**INSTRUCTIONS FOR THE TASK:** Transcribe the listing below word for word but skip its images.

**ENTRIES SUPPLIED:**
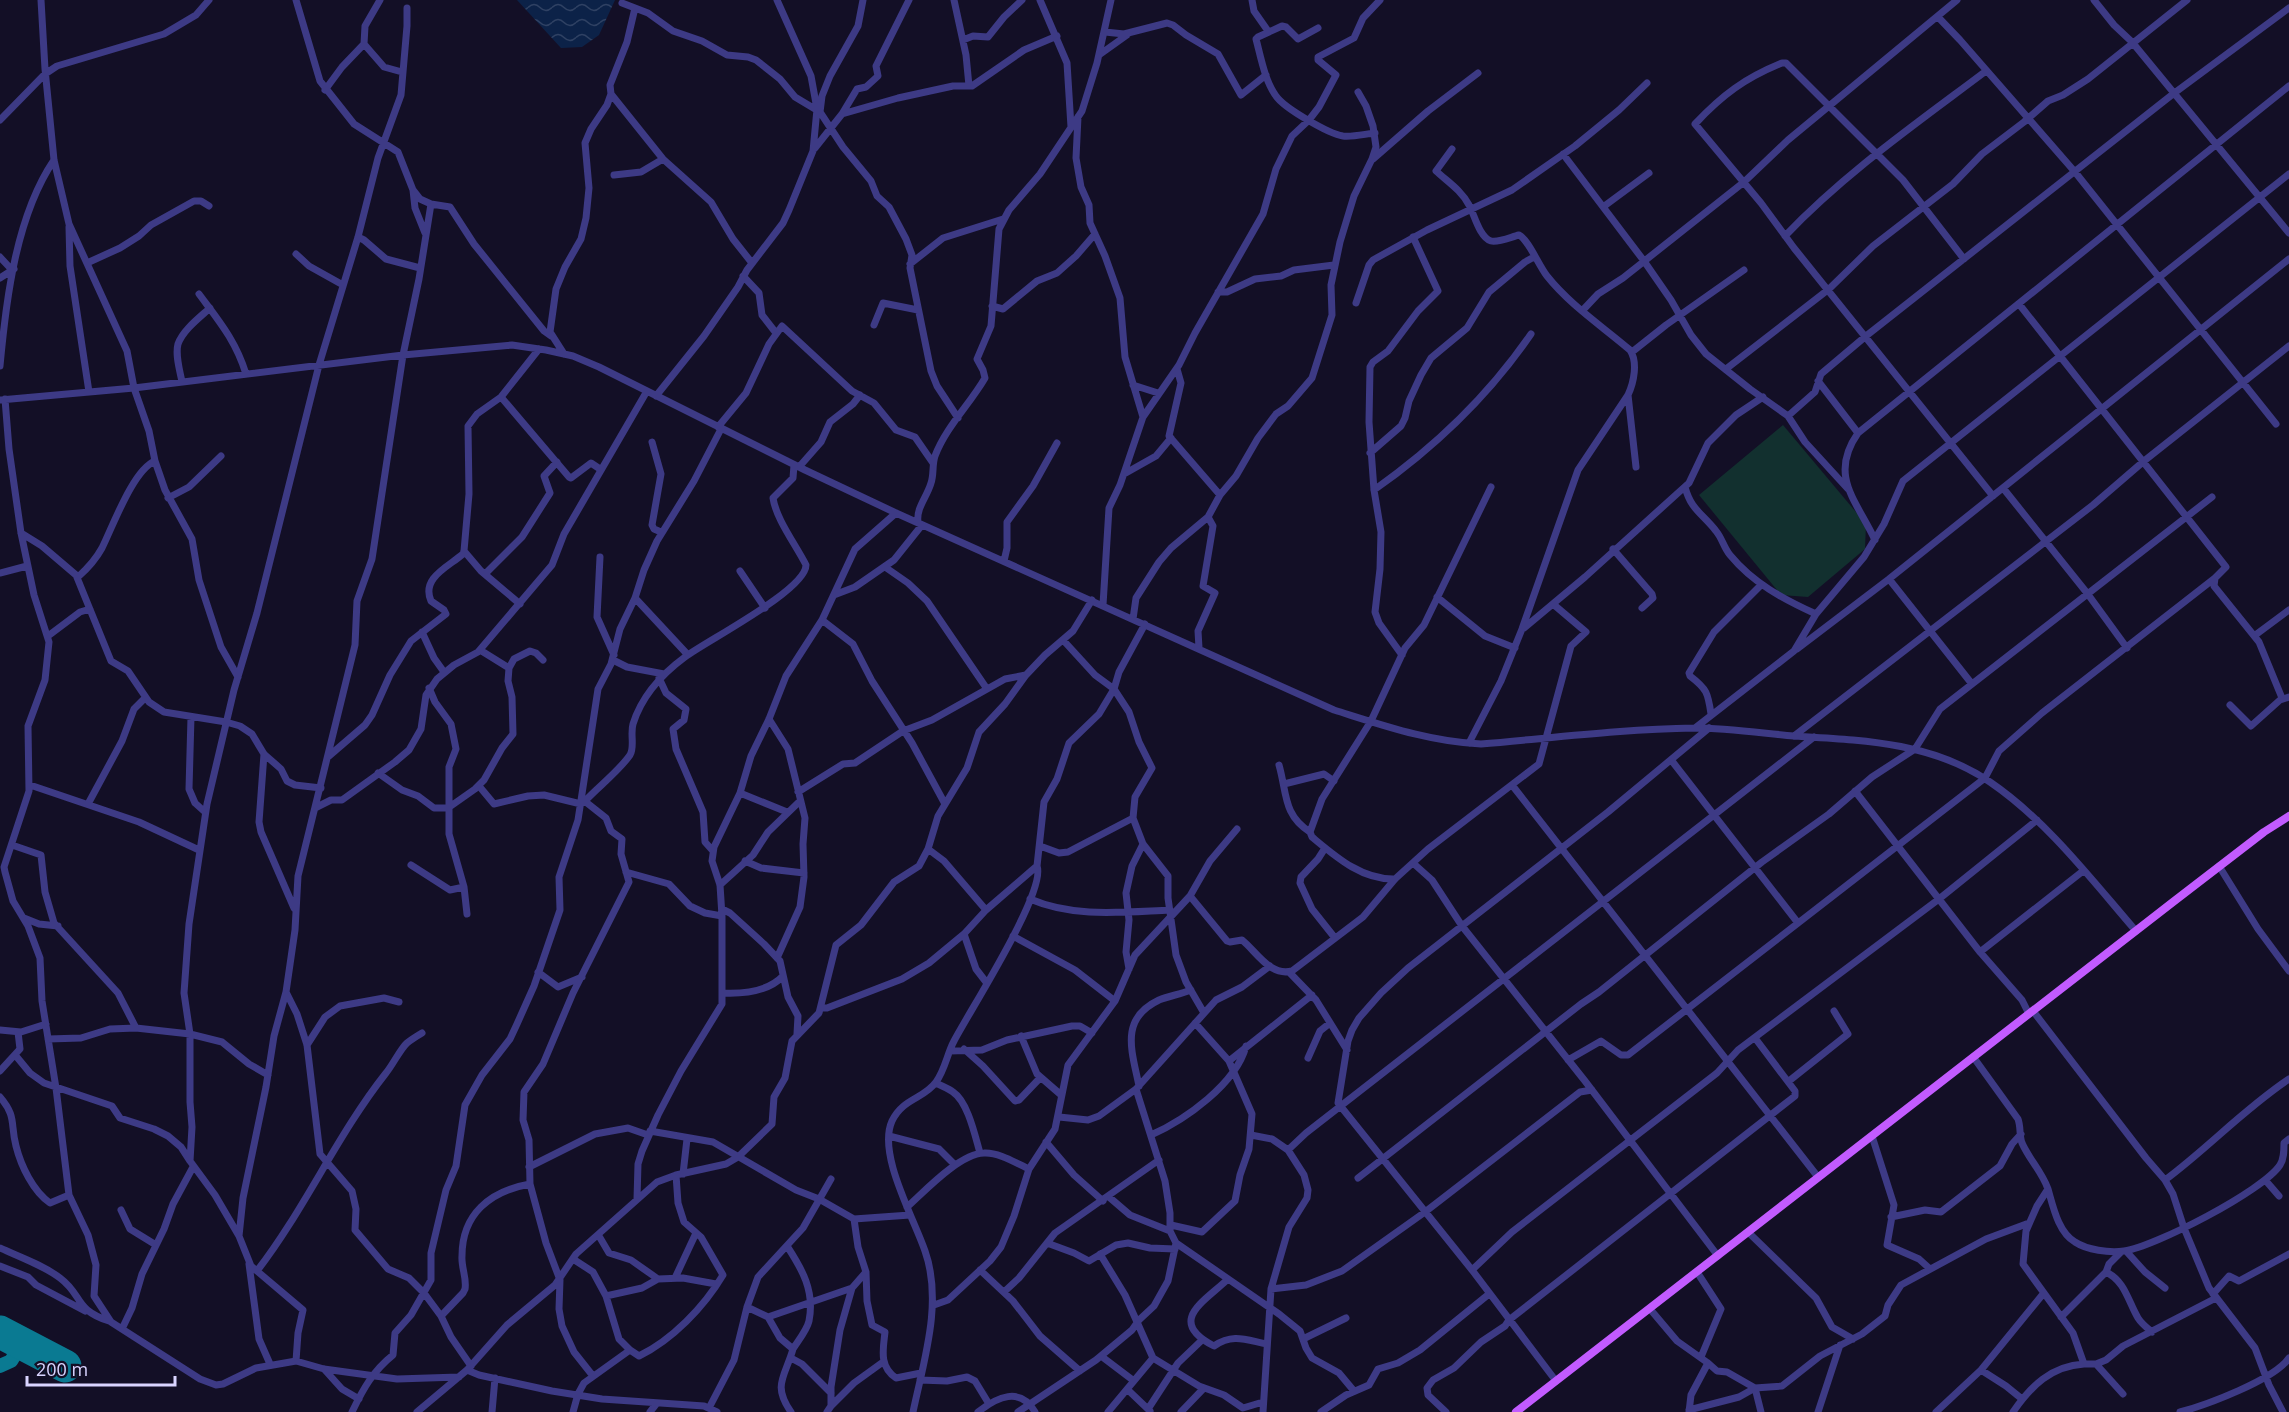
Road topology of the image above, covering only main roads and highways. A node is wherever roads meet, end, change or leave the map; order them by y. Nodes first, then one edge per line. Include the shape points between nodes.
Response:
1 (2289, 816) edge
2 (1517, 1412) edge

1 - 2 main road via 2219,866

**SOLUTION TO THIS TASK:**
Road topology of the image above, covering only main roads and highways. A node is wherever roads meet, end, change or leave the map; order them by y. Nodes first, then one edge per line. Include the shape points between nodes.
Response:
1 (2289, 816) edge
2 (1517, 1412) edge

1 - 2 main road via 2219,866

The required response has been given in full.